Physically, I am basically holding up, despite the accumulation of various small reminders of my advancing age.  Yes, three decades’ worth of laughter and good cheer have crinkled the skin around my eyes.  Sure, a few errant eyebrow hairs have grown to frightening lengths, an advance force indicating I will soon be making room in my toiletry kit for garden shears and a home waxing kit.  OK, my pendulous man-breasts continue their journey southward at an ever-increasing rate, locked as they are in a heated race with my jowls and wattle to determine who can be the first to reach my bunioned toes.  I confess, the erection fairy visits only once, twice a month tops.  And, guilty as charged, I do occasionally doze off in the mid-afternoon and plow my SUV through crowded outdoor markets*.  All of this is part of the natural process of aging.

Mentally, the primary indication of senescence is my increasing intolerance of the young.  Of course, this has nothing to do with my age, and everything to do with the fact that young people these days are stupid and dumb.  Have you talked to, say, a 21-year-old backpacker recently?  Always spouting off about “the future” and their “plans” and “the latest trends in music, fashion, and culture.” What’s that you say?  You’re Canadian and your boyfriend’s from New Zealand, and you’re not sure what’s going to happen when you go home to your respective countries but you’re totally in love?  Don’t worry, I’m sure everything will work out fine.  It always does.  Now if you’ll excuse me, I need to lie down somewhere, away from this light…

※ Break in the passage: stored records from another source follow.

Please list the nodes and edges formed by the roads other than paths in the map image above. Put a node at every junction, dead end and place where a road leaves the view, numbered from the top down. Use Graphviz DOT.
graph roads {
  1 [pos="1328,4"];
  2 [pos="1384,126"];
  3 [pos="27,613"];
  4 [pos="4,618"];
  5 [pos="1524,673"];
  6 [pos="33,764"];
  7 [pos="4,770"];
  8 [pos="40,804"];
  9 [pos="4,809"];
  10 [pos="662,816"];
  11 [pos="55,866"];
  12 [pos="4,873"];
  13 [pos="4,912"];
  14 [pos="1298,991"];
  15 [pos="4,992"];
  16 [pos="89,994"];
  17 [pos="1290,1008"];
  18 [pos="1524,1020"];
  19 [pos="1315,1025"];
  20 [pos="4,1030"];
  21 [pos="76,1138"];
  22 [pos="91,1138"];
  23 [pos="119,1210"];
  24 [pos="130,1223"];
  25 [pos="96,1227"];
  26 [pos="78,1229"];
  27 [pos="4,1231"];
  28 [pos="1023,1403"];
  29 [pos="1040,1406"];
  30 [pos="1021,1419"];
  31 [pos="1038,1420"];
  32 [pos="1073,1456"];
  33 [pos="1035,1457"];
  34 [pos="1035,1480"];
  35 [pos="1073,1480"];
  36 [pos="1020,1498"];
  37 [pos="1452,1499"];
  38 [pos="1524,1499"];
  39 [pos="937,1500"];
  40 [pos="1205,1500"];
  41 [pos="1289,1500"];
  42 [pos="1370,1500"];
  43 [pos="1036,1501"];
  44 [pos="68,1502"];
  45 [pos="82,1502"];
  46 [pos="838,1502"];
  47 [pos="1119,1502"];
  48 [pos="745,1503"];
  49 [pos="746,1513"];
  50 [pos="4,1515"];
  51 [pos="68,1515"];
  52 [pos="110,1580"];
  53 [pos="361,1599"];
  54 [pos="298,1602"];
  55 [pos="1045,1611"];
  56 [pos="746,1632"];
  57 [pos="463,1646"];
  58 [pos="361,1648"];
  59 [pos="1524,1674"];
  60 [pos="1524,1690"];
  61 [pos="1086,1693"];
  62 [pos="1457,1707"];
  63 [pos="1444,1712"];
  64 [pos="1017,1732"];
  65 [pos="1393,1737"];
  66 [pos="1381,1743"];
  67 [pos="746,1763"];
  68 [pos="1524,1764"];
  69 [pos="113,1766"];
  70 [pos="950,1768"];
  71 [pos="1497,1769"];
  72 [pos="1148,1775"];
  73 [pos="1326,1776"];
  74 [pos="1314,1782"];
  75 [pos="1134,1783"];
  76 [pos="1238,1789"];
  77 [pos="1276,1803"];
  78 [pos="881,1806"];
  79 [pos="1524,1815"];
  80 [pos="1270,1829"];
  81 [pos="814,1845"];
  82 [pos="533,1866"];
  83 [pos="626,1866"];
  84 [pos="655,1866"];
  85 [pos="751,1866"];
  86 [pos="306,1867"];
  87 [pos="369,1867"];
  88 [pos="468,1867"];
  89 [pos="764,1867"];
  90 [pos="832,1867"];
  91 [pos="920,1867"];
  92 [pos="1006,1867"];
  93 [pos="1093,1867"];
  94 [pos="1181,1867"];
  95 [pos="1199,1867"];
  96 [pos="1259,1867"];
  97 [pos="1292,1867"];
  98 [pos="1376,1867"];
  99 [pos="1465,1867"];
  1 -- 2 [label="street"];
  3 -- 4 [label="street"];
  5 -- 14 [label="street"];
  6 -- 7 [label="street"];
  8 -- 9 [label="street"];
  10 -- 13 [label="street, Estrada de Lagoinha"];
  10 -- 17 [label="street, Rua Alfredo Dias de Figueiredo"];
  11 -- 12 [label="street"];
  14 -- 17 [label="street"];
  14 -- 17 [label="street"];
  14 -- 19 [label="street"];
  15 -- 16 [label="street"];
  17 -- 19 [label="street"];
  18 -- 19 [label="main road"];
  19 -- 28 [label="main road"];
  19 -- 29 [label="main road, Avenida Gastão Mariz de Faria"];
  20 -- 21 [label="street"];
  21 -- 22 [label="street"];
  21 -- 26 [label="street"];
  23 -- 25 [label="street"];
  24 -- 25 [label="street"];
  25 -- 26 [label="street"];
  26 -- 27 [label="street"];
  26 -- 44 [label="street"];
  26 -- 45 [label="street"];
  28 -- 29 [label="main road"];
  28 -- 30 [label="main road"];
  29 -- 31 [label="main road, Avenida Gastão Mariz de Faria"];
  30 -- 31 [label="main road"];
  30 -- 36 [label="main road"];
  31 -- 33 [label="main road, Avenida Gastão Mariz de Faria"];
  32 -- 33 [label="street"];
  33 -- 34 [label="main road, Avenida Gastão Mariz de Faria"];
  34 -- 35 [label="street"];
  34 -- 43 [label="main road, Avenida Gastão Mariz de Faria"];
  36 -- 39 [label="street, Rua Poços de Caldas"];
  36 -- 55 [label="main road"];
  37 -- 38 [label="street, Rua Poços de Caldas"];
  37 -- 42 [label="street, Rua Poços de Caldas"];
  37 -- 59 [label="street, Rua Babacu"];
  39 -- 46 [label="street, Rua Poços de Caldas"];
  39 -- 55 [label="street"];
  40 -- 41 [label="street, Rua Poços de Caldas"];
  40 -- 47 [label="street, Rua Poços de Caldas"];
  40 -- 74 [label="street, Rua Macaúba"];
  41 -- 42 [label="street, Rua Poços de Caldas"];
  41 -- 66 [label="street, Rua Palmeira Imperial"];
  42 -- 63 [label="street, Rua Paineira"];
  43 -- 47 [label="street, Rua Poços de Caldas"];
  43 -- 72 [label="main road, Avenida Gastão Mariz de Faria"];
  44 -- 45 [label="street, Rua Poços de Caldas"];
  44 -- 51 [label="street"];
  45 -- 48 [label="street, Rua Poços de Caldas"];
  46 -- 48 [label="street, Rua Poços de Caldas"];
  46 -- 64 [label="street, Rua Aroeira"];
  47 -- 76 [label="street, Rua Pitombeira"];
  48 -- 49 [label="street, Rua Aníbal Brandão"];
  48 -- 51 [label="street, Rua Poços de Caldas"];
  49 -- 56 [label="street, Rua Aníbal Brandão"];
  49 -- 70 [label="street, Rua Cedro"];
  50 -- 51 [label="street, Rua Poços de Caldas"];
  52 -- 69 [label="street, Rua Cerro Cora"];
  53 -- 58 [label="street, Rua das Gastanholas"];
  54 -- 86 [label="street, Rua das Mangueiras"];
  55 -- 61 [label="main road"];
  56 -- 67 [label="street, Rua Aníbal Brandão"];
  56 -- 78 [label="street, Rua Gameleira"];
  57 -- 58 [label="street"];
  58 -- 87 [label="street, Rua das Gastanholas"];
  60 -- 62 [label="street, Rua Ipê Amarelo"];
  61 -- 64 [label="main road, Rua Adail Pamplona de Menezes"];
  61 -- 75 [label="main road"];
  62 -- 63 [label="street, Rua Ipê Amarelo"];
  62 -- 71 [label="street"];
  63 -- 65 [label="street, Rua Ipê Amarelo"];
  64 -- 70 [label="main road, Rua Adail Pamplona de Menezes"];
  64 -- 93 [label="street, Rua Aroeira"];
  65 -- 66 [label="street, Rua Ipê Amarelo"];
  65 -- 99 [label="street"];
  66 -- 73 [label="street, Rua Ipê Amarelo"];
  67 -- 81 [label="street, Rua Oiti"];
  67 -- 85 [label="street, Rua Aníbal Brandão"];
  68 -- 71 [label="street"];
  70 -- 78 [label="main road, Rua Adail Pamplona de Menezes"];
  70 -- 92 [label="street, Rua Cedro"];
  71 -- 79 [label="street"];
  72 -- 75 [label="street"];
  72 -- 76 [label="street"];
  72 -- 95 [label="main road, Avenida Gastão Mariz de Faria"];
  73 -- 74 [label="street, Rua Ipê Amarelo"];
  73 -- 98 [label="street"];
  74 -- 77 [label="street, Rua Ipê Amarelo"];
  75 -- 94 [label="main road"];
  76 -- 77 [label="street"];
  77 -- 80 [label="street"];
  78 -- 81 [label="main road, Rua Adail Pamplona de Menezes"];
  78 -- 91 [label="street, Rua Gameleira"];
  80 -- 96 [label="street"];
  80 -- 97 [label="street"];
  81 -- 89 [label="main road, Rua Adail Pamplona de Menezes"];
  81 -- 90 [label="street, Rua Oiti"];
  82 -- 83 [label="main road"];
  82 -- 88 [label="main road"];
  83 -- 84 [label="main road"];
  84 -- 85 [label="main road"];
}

I don’t feel old.  No one of my generation does.  We all think we’re just out of college, that these jobs we’ve been working for the last eight or nine years aren’t really careers, they’re just temporary gigs while we figure out what we’re really going to do with our lives.  Sure, a couple of us have screwed up along the way and acquired spouses or houses or kids, but even those wretched few are occasionally liable to chuck in their jobs, get sick on merlot, listen to pirated alternative music, or otherwise throw their lot firmly in with the counterculture.  Hell, I’m so youthful that I still giggle uncontrollably over the sexual connotations of the term “breakfast burrito.”

I was going to write about how the real significance of this birthday is not so much my physical age as the increasing dissonance between my mental self-conception and reality.  But all this has been said before.  I already know that my musical tastes are popularly referred to as Dadrock or Adult Alternative.  Yes, I did see that NYT article — the same one that everyone else saw, and hated — about how 30 is the new 21, how the 30th birthday is the new Bar Mitzvah/wedding reception/graduation blowout, how irritating Manhattan socialites are the new irritating Manhattan socialites, and so on and so forth.  The crappy part of being firmly of a generation is that it’s virtually impossible to be in any way unique.  But at least we’ll all grow old together.

* Incidentally, I did attend the San Francisco farmers market while I was in California.  It wasn’t easy to face down my fear of elderly drivers, but the way I figure it, if I can’t enjoy outrageously expensive organic produce in the company of fellow yuppies, then the octogenarians win.**

** For those readers who don’t follow the local news in Cali, some senior recently fell asleep at the wheel and parked his car on top of an outdoor market in Santa Monica.  Jokes are always funnier when you explain them.  Especially tasteless ones that trade on both recent tragedy and fear of terrorism.  There ought to be a word for the delight felt in making an inappropriate comment, and that word should be polysyllabic and German.